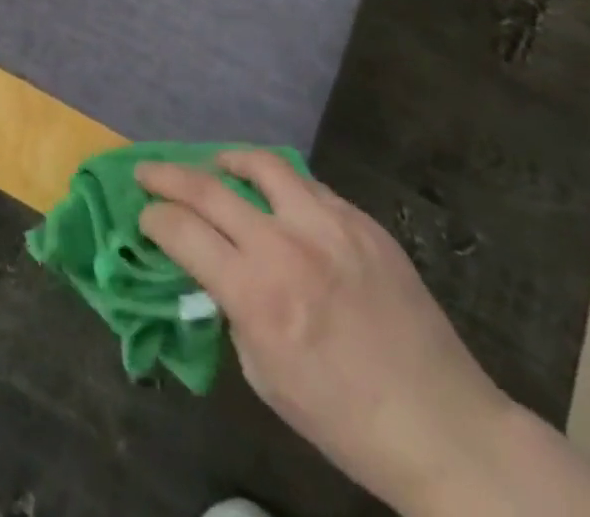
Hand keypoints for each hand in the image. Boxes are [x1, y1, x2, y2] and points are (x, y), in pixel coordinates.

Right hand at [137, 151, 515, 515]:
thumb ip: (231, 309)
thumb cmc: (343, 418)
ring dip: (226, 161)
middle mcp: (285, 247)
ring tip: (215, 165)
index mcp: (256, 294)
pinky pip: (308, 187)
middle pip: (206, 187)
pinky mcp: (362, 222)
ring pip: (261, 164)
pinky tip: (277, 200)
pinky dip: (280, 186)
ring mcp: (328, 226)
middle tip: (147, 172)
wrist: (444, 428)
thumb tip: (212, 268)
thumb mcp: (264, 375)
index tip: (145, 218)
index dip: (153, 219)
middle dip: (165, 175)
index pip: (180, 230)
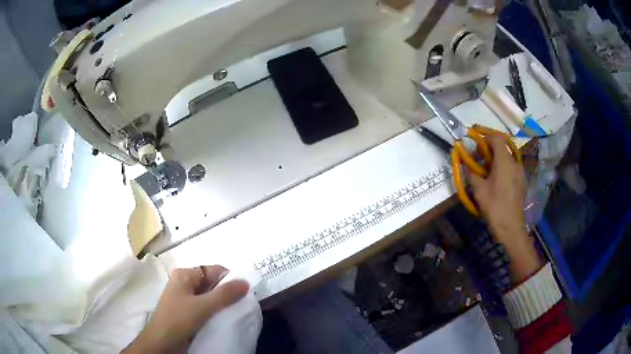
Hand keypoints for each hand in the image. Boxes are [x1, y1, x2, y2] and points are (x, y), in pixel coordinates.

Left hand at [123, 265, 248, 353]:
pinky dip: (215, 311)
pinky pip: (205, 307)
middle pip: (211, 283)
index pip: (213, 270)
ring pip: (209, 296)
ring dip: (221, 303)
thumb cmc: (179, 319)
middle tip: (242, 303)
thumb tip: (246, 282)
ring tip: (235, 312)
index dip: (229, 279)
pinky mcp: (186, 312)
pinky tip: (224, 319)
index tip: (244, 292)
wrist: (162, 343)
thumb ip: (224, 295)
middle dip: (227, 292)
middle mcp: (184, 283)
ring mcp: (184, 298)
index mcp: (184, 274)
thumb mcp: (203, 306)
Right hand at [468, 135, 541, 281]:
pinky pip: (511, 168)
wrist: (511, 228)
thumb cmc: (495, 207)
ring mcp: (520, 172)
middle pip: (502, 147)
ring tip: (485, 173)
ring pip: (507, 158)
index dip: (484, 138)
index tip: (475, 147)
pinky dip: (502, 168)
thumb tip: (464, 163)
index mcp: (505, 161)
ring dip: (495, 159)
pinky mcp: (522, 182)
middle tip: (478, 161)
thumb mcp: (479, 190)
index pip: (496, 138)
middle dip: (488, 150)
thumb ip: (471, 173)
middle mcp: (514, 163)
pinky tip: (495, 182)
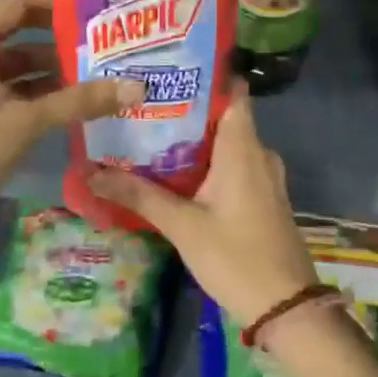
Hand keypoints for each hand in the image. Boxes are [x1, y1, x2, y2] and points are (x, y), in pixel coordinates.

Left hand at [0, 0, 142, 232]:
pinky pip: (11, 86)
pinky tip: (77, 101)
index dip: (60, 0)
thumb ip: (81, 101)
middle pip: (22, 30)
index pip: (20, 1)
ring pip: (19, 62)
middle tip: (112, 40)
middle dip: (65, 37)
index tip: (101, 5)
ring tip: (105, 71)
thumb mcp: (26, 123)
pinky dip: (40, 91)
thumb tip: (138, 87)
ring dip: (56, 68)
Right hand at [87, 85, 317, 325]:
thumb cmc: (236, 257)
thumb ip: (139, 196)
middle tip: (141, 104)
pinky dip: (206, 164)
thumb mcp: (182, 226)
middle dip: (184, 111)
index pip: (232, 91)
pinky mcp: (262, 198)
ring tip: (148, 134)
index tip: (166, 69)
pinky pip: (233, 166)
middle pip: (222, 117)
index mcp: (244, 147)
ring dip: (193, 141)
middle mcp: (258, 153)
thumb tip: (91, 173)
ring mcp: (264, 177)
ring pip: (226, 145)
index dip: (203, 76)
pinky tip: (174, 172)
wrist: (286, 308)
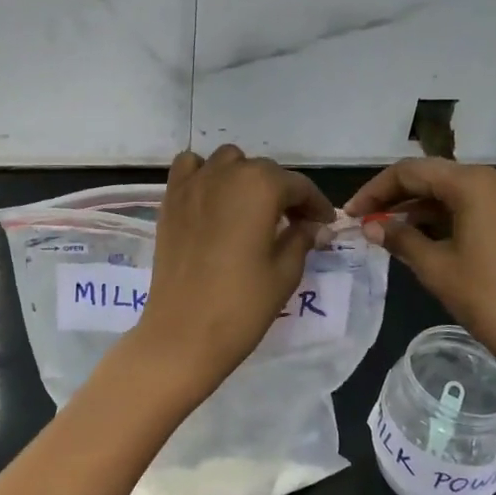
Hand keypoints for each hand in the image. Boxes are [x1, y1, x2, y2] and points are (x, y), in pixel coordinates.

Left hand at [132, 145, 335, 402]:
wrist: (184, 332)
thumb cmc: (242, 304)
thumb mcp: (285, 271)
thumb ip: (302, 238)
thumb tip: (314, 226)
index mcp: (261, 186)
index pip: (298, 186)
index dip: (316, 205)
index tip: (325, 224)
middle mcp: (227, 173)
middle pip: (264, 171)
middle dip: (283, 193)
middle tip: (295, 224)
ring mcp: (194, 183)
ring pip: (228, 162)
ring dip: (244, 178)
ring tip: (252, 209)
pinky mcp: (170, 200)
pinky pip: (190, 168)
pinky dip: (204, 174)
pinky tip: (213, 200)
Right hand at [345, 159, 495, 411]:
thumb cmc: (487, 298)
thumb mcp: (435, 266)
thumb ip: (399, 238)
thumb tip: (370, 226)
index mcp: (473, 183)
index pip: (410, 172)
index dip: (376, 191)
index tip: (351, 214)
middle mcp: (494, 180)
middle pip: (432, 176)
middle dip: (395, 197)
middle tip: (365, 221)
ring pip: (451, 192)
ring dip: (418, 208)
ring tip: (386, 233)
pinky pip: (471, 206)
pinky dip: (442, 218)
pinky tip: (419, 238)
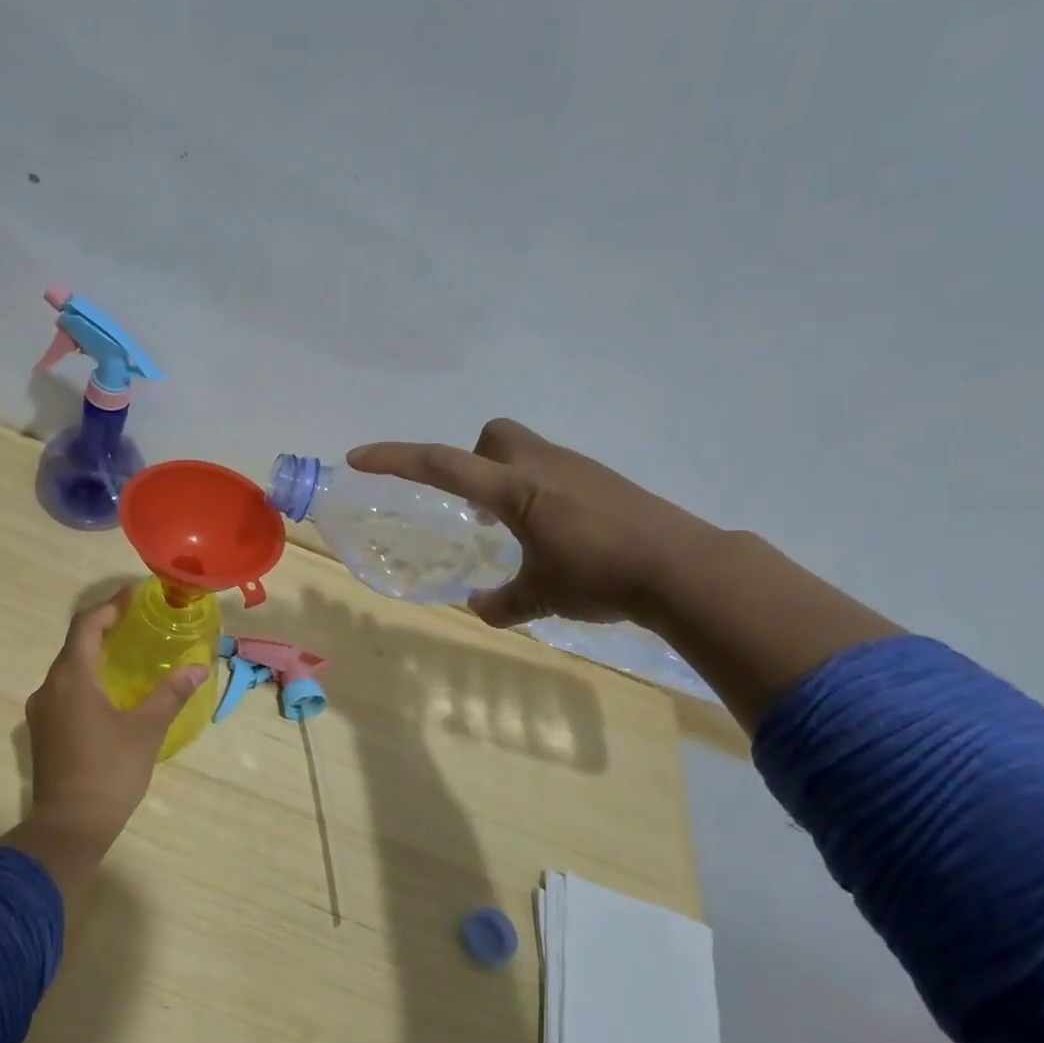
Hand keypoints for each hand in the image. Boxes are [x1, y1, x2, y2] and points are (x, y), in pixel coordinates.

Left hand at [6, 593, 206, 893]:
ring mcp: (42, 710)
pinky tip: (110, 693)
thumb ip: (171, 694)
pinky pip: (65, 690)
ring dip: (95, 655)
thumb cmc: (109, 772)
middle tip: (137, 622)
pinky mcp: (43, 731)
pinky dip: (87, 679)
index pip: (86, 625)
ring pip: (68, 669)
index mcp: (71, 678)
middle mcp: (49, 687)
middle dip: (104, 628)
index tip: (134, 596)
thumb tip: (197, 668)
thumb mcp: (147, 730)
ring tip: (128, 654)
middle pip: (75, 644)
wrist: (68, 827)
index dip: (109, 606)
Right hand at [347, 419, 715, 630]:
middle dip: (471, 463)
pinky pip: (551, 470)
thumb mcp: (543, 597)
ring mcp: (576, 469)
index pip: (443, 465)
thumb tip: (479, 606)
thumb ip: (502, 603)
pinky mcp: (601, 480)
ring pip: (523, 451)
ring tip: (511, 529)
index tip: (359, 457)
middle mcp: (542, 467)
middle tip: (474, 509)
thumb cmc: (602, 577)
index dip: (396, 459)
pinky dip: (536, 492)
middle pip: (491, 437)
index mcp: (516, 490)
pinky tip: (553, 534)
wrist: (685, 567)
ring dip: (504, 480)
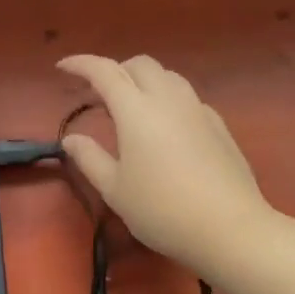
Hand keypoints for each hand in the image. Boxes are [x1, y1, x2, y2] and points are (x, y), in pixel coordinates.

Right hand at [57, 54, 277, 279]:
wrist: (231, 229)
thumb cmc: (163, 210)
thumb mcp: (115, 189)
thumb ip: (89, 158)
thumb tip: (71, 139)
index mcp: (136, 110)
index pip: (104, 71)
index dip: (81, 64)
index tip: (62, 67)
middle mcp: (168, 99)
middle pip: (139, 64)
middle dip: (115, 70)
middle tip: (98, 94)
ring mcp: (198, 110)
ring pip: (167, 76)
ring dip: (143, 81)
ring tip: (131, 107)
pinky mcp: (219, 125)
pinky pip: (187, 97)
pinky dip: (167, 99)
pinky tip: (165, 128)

● ● ● ● ● ● ●

[Brief]:
By examining the material line by line, establish how many lines contain "wrist" and give only that number.

[Answer section]:
8